[DATA FOR REVIEW Boundary: Start]
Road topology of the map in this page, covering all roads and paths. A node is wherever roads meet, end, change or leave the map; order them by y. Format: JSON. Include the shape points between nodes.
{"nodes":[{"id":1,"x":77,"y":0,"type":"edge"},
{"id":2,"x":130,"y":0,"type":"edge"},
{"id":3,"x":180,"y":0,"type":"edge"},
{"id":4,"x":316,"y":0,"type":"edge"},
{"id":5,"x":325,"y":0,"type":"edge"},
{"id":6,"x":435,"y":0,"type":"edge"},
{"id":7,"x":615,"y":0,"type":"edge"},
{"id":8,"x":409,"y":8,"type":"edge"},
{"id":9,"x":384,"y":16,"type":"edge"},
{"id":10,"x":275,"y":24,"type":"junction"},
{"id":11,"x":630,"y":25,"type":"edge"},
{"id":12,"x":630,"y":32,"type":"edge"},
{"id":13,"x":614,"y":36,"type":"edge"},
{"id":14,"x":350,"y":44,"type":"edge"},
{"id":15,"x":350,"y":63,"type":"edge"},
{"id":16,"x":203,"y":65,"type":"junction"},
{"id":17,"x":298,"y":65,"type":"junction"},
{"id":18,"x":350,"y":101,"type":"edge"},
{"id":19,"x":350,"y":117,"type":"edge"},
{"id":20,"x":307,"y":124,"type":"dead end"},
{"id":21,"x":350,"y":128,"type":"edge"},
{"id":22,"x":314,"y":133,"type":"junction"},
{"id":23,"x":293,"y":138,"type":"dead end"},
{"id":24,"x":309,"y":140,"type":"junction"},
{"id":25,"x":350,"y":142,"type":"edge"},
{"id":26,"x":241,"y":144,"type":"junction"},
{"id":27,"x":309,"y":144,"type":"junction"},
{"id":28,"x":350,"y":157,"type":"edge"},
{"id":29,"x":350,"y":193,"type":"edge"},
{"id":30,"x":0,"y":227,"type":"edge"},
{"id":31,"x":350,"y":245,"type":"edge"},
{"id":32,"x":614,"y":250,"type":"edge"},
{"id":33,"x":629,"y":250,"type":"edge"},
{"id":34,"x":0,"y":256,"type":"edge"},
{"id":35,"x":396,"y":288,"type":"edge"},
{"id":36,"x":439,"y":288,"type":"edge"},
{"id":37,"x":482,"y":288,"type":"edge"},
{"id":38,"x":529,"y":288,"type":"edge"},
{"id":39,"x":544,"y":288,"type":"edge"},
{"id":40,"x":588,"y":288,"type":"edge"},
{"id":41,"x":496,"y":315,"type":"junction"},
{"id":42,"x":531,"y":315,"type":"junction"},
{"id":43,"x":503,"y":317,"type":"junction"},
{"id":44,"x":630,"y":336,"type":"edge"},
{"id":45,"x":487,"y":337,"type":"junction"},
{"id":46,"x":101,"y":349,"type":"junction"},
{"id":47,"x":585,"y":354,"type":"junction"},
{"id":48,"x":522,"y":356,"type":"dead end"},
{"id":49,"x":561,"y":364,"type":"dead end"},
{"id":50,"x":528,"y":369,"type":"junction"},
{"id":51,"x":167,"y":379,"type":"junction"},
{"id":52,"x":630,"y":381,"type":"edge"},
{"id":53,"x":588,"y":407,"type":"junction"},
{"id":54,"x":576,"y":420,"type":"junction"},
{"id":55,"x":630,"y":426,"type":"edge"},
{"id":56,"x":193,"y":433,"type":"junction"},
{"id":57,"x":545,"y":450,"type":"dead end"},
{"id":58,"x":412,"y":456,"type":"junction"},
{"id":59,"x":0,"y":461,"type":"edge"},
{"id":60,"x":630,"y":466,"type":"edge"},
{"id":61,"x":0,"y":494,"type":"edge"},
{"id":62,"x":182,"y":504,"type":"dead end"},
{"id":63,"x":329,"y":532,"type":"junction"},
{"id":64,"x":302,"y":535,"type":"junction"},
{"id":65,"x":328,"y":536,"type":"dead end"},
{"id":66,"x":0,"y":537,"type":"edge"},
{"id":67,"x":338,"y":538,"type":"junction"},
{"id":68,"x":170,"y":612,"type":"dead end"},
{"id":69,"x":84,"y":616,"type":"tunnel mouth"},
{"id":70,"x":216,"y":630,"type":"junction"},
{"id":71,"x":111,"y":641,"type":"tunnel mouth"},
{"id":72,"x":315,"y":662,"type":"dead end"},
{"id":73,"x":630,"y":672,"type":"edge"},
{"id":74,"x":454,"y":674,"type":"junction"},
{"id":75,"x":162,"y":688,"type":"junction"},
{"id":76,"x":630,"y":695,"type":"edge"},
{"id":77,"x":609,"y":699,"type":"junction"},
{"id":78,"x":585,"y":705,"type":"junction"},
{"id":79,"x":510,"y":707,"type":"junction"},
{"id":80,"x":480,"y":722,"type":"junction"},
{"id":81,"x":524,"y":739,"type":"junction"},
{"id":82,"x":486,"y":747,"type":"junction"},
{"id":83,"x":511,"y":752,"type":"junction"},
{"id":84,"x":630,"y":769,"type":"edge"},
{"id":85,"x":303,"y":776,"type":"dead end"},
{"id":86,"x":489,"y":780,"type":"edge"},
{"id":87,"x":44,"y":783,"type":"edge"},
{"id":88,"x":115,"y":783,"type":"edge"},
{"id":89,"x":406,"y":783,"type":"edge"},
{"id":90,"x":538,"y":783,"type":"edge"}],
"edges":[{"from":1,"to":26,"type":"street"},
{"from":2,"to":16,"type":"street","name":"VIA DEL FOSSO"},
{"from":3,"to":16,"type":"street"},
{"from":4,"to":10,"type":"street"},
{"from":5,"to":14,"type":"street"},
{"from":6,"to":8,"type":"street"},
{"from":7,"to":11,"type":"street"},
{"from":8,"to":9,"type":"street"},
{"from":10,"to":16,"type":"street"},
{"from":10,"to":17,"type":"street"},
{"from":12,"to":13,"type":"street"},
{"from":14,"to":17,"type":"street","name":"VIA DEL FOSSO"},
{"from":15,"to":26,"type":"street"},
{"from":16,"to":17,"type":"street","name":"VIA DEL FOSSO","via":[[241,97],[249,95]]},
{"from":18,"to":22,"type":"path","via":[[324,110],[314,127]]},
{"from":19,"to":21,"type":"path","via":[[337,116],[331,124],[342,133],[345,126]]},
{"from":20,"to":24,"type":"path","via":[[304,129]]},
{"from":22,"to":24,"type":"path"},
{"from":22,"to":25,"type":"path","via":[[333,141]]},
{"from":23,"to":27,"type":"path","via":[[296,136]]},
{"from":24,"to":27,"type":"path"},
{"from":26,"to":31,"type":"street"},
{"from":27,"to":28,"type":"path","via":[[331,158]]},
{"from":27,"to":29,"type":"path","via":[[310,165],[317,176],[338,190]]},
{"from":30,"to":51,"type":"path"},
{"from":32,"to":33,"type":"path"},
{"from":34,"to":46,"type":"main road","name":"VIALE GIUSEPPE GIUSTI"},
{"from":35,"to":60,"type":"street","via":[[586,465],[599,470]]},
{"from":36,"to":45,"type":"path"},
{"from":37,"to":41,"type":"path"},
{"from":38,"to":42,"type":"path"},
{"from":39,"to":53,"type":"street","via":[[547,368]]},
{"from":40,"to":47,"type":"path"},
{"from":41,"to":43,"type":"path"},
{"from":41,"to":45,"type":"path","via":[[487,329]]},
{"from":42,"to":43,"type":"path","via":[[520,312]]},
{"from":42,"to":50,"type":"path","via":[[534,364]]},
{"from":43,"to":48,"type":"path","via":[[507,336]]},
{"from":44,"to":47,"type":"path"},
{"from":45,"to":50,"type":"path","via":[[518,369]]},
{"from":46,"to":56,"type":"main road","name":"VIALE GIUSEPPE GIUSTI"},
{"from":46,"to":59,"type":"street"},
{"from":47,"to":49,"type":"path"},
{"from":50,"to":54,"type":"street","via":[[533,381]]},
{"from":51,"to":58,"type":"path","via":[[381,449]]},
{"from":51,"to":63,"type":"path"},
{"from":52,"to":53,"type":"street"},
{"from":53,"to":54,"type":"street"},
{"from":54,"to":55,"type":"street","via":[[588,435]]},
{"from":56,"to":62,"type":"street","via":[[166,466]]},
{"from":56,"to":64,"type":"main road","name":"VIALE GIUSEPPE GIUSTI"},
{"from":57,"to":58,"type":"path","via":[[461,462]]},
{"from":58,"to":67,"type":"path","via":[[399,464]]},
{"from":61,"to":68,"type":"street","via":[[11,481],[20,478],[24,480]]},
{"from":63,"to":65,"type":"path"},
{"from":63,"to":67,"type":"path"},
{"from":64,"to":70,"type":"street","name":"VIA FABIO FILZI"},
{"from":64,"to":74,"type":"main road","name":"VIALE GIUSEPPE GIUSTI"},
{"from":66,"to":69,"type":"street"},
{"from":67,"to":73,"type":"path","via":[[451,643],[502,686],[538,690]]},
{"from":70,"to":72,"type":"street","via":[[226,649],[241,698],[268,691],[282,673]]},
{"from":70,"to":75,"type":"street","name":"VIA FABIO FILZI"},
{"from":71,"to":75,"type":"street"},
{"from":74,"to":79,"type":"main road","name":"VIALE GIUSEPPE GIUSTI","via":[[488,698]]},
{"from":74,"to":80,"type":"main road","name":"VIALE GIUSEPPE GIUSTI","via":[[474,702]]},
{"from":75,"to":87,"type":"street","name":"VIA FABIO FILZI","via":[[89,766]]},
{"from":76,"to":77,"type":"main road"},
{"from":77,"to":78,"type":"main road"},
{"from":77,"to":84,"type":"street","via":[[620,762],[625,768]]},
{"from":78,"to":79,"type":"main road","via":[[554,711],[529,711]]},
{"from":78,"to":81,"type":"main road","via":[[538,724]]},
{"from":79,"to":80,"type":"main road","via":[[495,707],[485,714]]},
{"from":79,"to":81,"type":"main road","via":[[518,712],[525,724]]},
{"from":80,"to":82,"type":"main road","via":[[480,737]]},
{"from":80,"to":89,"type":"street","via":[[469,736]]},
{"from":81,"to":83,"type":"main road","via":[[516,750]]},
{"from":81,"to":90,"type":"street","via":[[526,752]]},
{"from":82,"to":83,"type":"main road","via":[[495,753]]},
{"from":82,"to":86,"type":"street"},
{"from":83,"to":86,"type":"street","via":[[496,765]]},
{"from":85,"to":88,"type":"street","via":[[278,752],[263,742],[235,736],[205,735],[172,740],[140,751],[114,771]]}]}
[DATA FOR REVIEW Boundary: End]
_ACTION ITEM_:
Return every line of the preceding records in which the word "nodes" appears.

_ANSWER FOR THE TASK_:
Road topology of the map in this page, covering all roads and paths. A node is wherever roads meet, end, change or leave the map; order them by y. Format: JSON. Include the shape points between nodes.
{"nodes":[{"id":1,"x":77,"y":0,"type":"edge"},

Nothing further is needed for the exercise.